In the law on the 2023-2025 federal budget, the deficit in 2023 is projected at
RUB2.9 trillion, or 2% of GDP, cut to RUB1.26 trillion, or 0.7% of GDP, by
2025.
To remind, the NWF is projected at 3.7% of GDP in 2024, the lowest value for
the fund since 3.1% of GDP in 2004, when the predecessor of NWF, the
Stabilisation fund, was established. In nominal terms, the NWF will fall to its
lowest level since 2018, the year of transformation of the fund to its current
format.
As followed by bne IntelliNews, the NWF was merged with the Reserve Fund
in 2018 and is regulated by the so-called “budget rule” that caps federal budget
spendings and thus the fund allocations at cut-off oil price.
The budget rule was first compromised during the outbreak of COVID-19
pandemic and suspended in 2022 amid the Western sanctions for Russia’s
military invasion of Ukraine.

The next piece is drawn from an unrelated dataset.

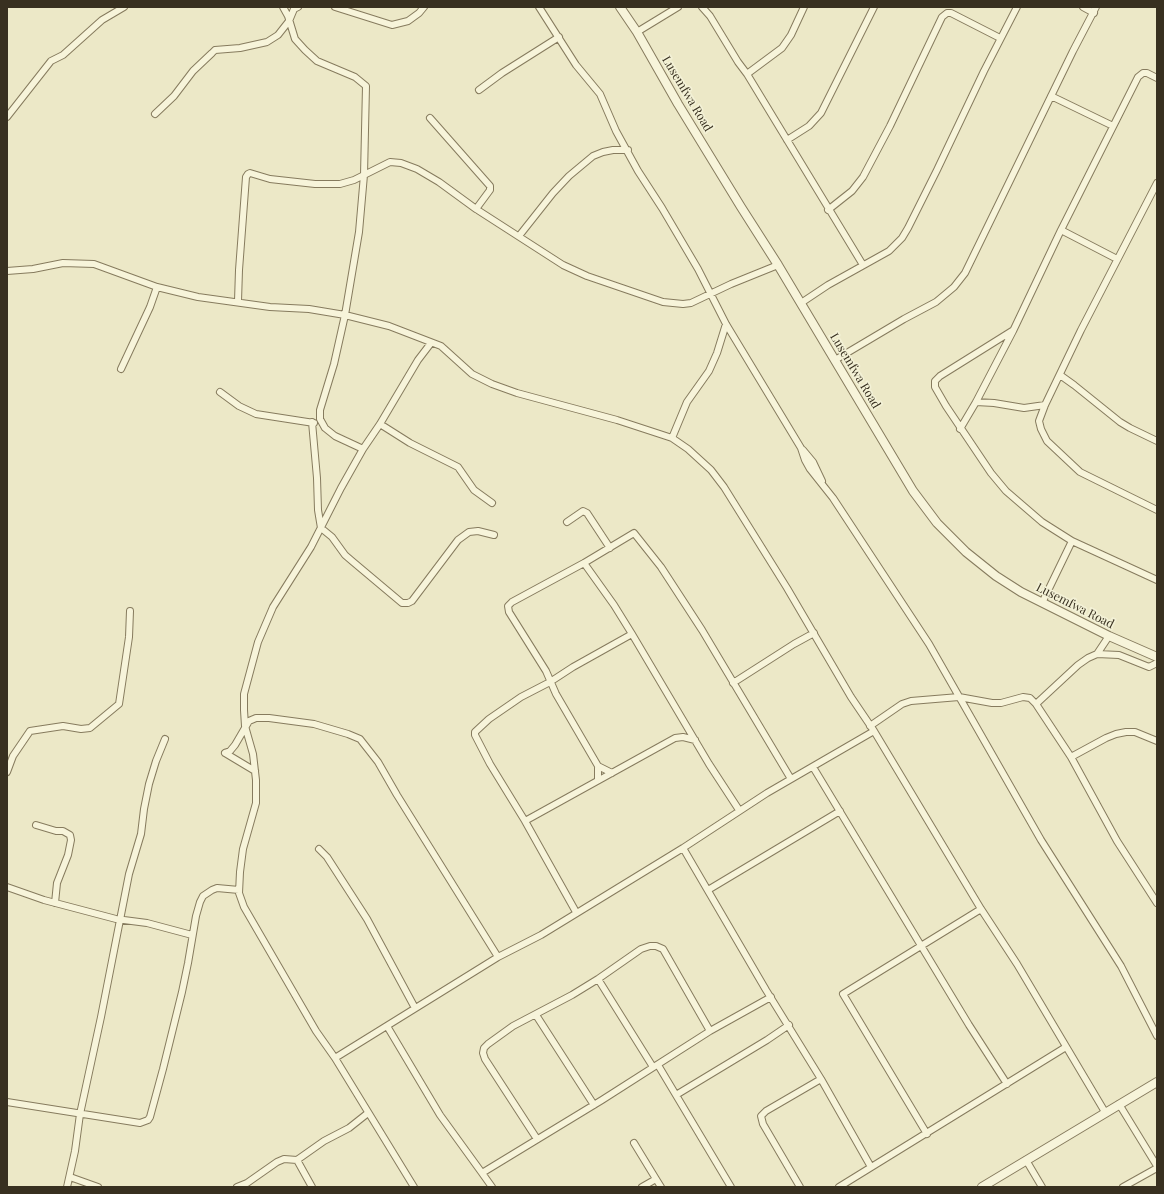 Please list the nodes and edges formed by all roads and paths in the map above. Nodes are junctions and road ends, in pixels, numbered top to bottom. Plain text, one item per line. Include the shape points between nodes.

While FinMin is redrafting the rule, there will be no
transfers to the NWF until the end of 2023.
President Putin signed the law on the federal budget for 2023 and the
planned period of 2024-2025, with the document posted on the official web
portal of legal information.
According to the law, Russia’s budget expenditures will total RUB29 trillion
($465.7bn) in 2023, RUB29.4 trillion ($472.1bn) in 2024, and RUB29.2 trillion
($468.9bn) in 2025. Revenues will stand at RUB26.1 trillion ($419.1bn) in
2023, RUB27.2 trillion ($436.8bn) in 2024, and RUB27.9 trillion ($448bn) in
2025.
The deficit in 2023 is projected at 2% of GDP (or around RUB3 trillion
($49.3bn)), with mainly borrowings planned to be used to cover it. Meanwhile,
it is expected that the budget deficit will gradually go down to 0.7% in 2025.
The draft budget is based on a baseline outlook on Russia’s socio-economic
development for 2023-2025, which suggests a gradual decline of the Urals oil
price from $80 per barrel in 2022 to $65 in 2025, the moderate weakening of
the ruble’s exchange rate from RUB68.1 to RUB72.2 per $1 and the return to
the targeted inflation level of 4% by the end of 2024 from 12.4% in 2022.
The baseline scenario assumes that the Russian economy will shift to recovery
growth in early 2023, whereas by the end of 2024 the majority of the main
indicators, including GDP, industrial production and fixed investment, will
surpass the pre-crisis level in comparable prices.